Ram07's picture
Upload folder using huggingface_hub
d0f40b0 verified
---
license: mit
language:
- en
pipeline_tag: text-generation
tags:
- bitnet
- quantization
- early-exit
- layer-skipping
- efficient-transformers
datasets:
- roneneldan/TinyStories
---
# bitskip-v2-earlyexit
BitSkip v2 with 4-bit activation quantization, ternary weights, and Hadamard transform
## Model Description
This model implements a 24-layer transformer with early exit loss and quadratic layer dropout for efficient inference.

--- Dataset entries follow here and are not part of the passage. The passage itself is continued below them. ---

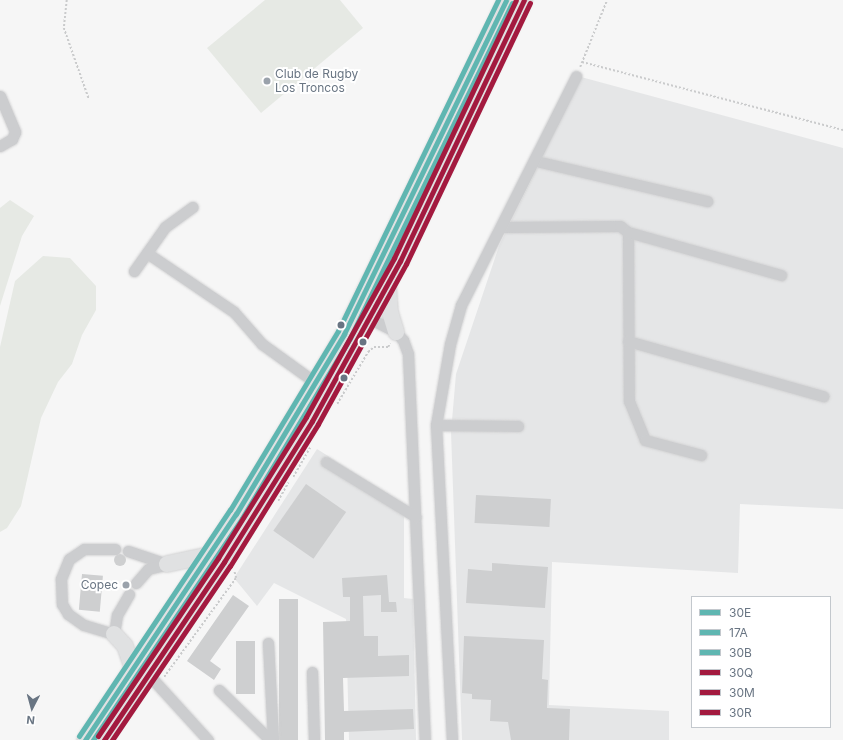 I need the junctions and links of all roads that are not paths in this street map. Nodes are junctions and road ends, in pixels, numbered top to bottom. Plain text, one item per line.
1 (506, 0) edge
2 (524, 0) edge
3 (576, 76) road end
4 (0, 96) edge
5 (0, 146) edge
6 (536, 161) junction
7 (707, 201) dead end
8 (193, 207) dead end
9 (502, 228) junction
10 (628, 232) junction
11 (147, 253) junction
12 (134, 271) dead end
13 (781, 274) dead end
14 (388, 283) junction
15 (355, 311) junction
16 (370, 319) junction
17 (396, 332) junction
18 (628, 341) junction
19 (316, 383) junction
20 (823, 396) dead end
21 (436, 425) junction
22 (518, 426) dead end
23 (701, 455) dead end
24 (326, 462) dead end
25 (416, 517) junction
26 (115, 549) dead end
27 (128, 551) dead end
28 (209, 555) junction
29 (166, 564) junction
30 (136, 583) dead end
31 (129, 594) dead end
32 (114, 634) junction
33 (268, 643) dead end
34 (133, 669) junction
35 (312, 672) dead end
36 (154, 680) junction
37 (219, 690) dead end
38 (85, 740) edge
39 (104, 740) edge
40 (208, 740) edge
41 (272, 740) edge
42 (314, 740) edge
43 (425, 740) edge
44 (452, 740) edge

1 - 15 highway
2 - 14 highway
3 - 6 street
4 - 5 street
6 - 7 street
6 - 9 street
8 - 11 street
9 - 10 street
9 - 21 street
10 - 13 street
10 - 18 street
11 - 12 street
11 - 19 street
14 - 16 highway
14 - 17 highway
15 - 16 street
15 - 19 highway
16 - 17 street
16 - 36 highway
17 - 25 street
18 - 20 street
18 - 23 street
19 - 28 highway
21 - 22 street
21 - 44 street
24 - 25 street
25 - 43 street
26 - 32 street
27 - 29 street
28 - 29 highway
28 - 34 highway
29 - 30 street
31 - 32 street
32 - 34 highway
33 - 41 street
34 - 38 highway
35 - 42 street
36 - 39 highway
36 - 40 street
37 - 41 street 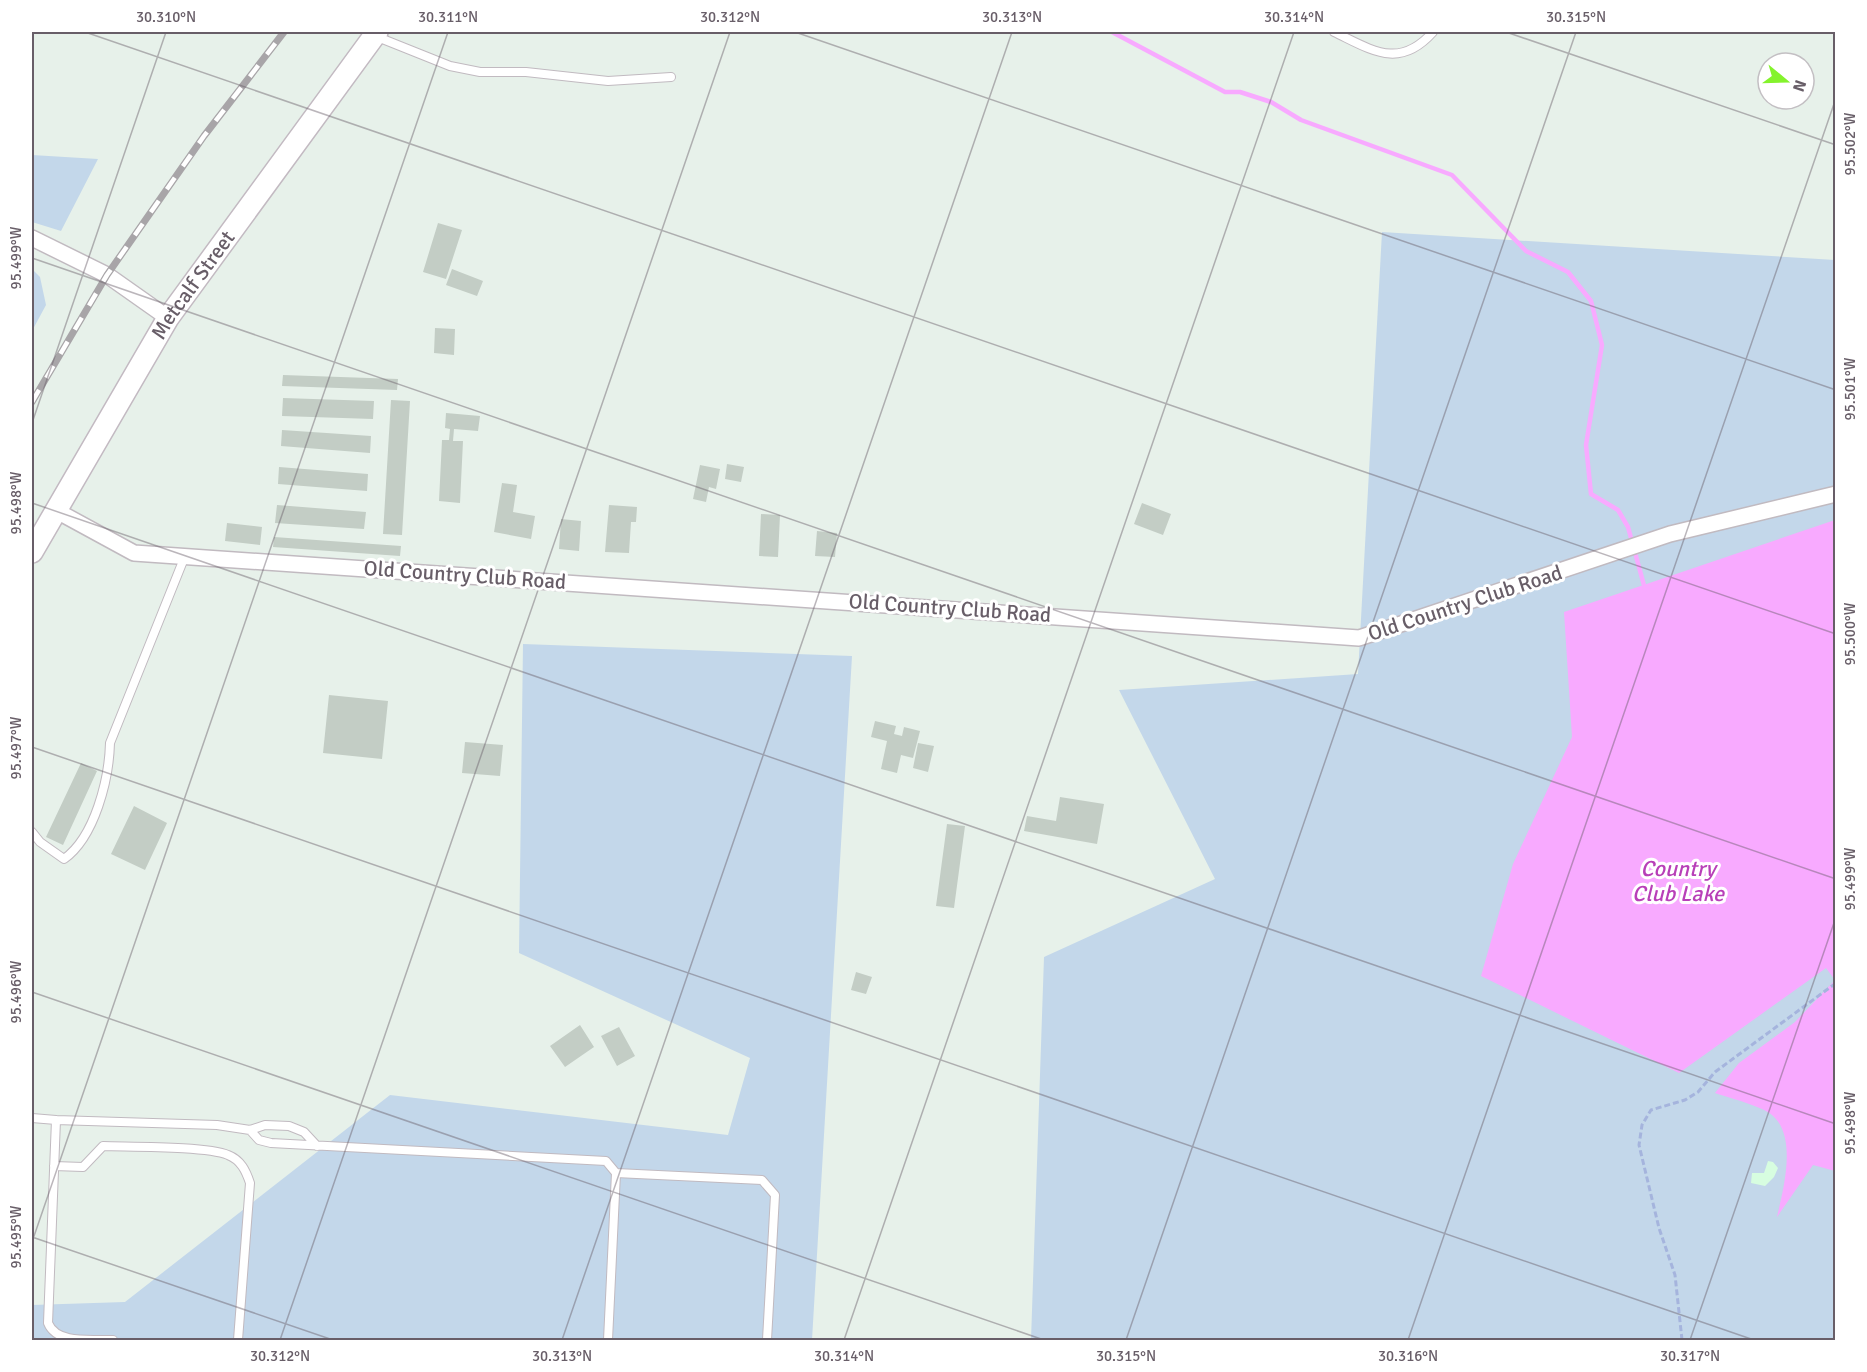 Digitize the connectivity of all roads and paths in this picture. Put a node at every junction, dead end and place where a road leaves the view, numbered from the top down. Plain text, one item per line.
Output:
1 (1334, 32) edge
2 (1433, 32) edge
3 (375, 34) edge
4 (671, 77) dead end
5 (32, 238) edge
6 (168, 318) junction
7 (1836, 494) edge
8 (55, 510) junction
9 (32, 552) edge
10 (185, 556) junction
11 (32, 832) edge
12 (1836, 983) edge
13 (32, 1118) edge
14 (56, 1120) junction
15 (250, 1130) junction
16 (317, 1146) junction
17 (54, 1166) junction
18 (616, 1173) junction
19 (113, 1341) edge
20 (238, 1341) edge
21 (608, 1341) edge
22 (767, 1341) edge
23 (1682, 1341) edge

1 - 2 lane
3 - 4 lane
3 - 6 street, Metcalf Street
5 - 6 street
6 - 8 street, Metcalf Street
7 - 10 street, Old Country Club Road
8 - 9 street, Metcalf Street
8 - 10 street, Old Country Club Road
10 - 11 lane
12 - 23 path
13 - 14 lane
14 - 15 lane
14 - 17 lane
15 - 16 lane
15 - 16 lane
16 - 18 lane
17 - 19 lane
17 - 20 lane
18 - 21 lane
18 - 22 lane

It was trained on the TinyStories dataset with layer-wise auxiliary supervision to enable flexible speed-quality tradeoffs during inference.
## Architecture Details
- **Layers**: 24
- **Hidden dimension**: 2048
- **Attention heads**: 32 (64-dimensional each)
- **Key-Value heads**: 8 (Grouped Query Attention with 4:1 ratio)
- **FFN intermediate size**: 4096
- **Position embeddings**: Rotary Position Embeddings (RoPE)
- **Normalization**: RMSNorm
- **Activation**: SwiGLU (for MLP)
- **Parameters**: ~1.06B
### Quantization Scheme
- **Weights**: Ternary {-1, 0, 1}
- **Activations**: 4-bit quantization (post-Hadamard)
- **Hadamard**: Yes (FWHT)
## Training Details
### Dataset
- **Source**: TinyStories (2.1M stories)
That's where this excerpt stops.